--- EXTRACTED DATA ---
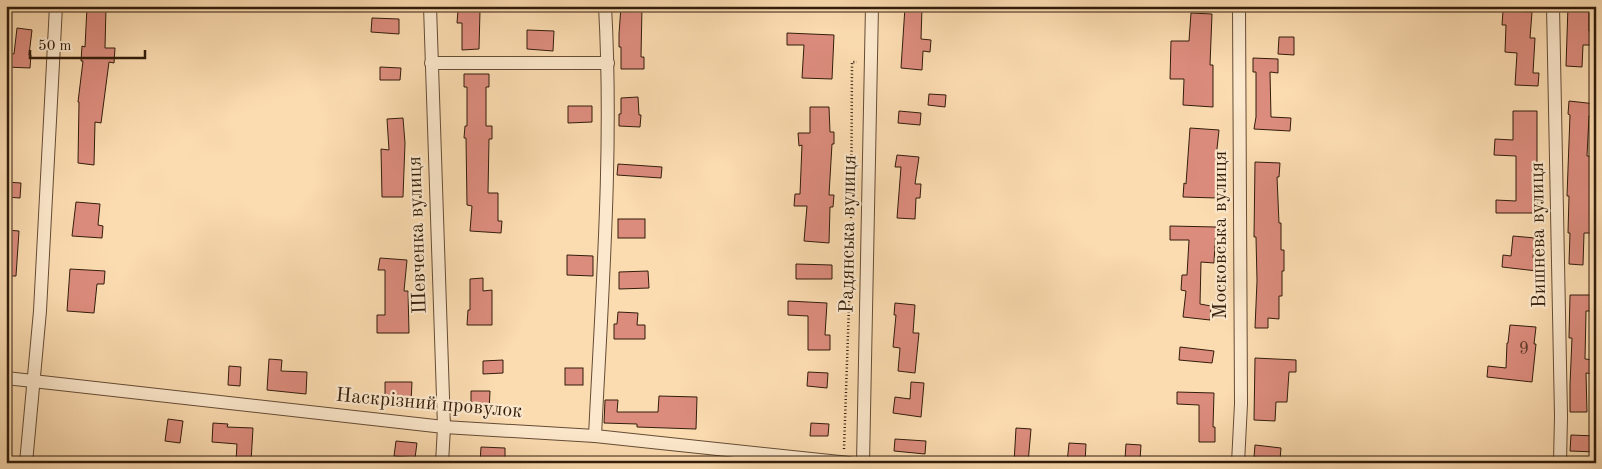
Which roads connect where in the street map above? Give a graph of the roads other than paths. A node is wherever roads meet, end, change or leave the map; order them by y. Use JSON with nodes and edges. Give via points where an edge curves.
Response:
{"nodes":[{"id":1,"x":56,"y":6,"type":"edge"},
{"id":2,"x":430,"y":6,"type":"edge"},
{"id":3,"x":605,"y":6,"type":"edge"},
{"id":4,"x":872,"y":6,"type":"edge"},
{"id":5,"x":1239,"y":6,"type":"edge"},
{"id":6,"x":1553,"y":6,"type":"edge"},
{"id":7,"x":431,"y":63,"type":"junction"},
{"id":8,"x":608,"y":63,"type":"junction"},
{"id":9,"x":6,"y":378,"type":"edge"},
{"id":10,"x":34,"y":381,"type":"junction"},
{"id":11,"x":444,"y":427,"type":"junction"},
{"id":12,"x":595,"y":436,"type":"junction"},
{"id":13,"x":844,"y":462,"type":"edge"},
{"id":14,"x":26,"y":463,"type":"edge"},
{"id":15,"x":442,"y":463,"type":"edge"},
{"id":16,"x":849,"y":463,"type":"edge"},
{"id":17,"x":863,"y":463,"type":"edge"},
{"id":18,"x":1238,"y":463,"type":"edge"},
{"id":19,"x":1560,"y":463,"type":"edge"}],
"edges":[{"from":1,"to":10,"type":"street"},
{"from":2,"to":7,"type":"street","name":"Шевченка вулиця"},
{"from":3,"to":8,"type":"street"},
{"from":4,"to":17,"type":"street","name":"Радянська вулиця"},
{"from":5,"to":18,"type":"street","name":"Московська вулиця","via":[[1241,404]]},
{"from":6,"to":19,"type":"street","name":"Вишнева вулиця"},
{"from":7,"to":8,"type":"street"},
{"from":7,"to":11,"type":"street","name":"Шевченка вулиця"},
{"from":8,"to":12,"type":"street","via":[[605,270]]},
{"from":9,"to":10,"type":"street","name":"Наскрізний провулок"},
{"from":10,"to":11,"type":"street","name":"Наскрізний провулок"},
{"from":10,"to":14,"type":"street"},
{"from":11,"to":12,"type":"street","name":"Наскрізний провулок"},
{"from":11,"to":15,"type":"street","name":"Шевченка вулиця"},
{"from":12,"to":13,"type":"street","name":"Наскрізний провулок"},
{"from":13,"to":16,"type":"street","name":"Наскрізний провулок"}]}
---
--- EXTRACTED DATA ---
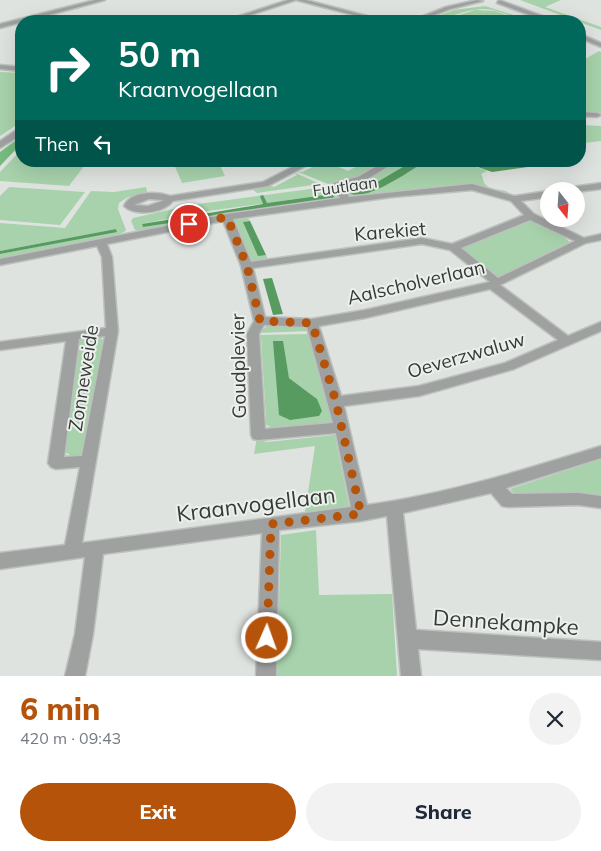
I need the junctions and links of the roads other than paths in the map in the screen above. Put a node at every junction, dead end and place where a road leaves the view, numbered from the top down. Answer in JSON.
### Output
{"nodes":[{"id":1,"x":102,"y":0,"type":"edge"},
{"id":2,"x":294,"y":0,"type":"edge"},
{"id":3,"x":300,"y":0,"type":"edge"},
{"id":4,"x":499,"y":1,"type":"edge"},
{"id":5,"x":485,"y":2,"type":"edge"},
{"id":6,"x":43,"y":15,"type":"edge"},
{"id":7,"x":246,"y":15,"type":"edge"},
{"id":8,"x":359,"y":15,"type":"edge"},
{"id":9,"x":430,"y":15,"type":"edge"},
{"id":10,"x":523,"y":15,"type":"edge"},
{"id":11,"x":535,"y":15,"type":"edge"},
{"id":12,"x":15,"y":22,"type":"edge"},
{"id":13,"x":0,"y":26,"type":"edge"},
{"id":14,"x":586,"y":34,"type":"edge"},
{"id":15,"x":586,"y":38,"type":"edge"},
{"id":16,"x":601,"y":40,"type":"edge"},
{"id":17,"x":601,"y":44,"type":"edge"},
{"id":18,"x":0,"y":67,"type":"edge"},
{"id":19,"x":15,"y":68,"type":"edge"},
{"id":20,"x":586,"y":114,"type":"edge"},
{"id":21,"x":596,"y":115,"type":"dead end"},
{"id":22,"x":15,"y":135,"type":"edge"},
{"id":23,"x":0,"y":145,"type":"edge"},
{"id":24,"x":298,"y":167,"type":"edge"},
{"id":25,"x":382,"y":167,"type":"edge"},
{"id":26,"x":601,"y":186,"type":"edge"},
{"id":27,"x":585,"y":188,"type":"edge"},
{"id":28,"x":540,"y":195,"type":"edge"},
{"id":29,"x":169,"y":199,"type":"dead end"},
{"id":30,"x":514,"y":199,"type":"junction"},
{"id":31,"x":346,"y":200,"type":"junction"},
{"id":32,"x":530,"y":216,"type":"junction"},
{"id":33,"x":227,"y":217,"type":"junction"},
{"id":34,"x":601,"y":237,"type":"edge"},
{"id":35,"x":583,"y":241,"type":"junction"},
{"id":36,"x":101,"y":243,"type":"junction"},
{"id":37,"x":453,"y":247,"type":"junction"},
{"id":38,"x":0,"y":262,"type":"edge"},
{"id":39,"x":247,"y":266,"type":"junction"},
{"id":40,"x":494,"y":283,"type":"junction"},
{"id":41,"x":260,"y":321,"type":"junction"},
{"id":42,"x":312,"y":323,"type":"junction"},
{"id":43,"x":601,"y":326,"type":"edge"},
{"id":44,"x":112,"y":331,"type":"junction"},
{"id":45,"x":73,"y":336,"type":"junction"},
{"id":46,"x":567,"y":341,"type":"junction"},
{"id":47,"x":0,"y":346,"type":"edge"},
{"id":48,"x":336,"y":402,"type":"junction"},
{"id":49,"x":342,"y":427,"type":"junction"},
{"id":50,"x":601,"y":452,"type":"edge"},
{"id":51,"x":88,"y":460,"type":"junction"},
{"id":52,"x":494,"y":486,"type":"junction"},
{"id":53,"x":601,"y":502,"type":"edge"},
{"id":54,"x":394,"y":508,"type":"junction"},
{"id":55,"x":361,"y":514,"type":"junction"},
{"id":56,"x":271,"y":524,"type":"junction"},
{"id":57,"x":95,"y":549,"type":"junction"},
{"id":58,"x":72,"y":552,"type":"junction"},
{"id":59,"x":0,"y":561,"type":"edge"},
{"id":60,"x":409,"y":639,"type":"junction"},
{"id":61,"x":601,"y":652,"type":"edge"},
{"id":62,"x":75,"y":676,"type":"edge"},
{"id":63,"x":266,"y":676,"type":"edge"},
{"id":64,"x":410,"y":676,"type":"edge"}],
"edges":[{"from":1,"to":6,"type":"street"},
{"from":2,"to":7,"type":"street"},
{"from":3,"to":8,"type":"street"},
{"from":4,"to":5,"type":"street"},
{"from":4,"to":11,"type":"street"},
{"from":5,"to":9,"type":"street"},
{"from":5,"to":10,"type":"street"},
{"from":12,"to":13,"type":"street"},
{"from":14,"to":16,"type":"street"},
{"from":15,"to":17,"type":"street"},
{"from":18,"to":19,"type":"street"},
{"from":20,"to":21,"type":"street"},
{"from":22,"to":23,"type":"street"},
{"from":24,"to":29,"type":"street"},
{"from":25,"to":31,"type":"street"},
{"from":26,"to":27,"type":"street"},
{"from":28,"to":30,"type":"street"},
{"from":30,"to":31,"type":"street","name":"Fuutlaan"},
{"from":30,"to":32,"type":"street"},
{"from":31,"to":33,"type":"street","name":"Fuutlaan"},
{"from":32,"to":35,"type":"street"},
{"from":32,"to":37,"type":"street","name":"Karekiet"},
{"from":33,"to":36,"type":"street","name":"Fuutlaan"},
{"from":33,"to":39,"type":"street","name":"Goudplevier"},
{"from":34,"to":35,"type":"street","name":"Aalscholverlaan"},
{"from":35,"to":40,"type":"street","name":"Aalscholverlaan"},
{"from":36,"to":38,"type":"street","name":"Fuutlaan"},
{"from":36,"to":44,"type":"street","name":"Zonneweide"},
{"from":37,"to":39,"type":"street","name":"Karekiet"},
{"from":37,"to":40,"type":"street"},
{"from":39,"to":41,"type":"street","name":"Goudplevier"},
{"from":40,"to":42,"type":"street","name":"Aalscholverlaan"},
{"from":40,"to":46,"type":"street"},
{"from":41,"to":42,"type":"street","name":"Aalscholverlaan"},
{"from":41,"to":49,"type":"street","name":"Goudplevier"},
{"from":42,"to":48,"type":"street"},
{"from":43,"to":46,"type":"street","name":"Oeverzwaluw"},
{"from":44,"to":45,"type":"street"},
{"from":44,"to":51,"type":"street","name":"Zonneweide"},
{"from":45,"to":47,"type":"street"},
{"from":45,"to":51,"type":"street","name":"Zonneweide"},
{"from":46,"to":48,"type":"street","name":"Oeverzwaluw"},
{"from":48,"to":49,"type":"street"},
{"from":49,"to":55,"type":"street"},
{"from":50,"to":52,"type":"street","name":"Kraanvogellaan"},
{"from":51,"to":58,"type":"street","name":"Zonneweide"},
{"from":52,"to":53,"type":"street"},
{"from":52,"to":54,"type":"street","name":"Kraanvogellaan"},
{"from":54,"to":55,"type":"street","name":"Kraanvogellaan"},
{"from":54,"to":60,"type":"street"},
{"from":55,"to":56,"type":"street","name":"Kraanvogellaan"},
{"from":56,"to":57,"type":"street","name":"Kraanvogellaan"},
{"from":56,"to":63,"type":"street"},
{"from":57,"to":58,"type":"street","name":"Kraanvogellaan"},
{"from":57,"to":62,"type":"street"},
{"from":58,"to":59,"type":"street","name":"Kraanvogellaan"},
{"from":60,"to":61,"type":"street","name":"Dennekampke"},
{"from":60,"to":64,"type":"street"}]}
---
■ **WORK REQUIRED**
Each line of the data that contains "вулиця" belongs in the answer.

■ **ANSWER TO THIS EXERCISE**
{"from":2,"to":7,"type":"street","name":"Шевченка вулиця"},
{"from":4,"to":17,"type":"street","name":"Радянська вулиця"},
{"from":5,"to":18,"type":"street","name":"Московська вулиця","via":[[1241,404]]},
{"from":6,"to":19,"type":"street","name":"Вишнева вулиця"},
{"from":7,"to":11,"type":"street","name":"Шевченка вулиця"},
{"from":11,"to":15,"type":"street","name":"Шевченка вулиця"},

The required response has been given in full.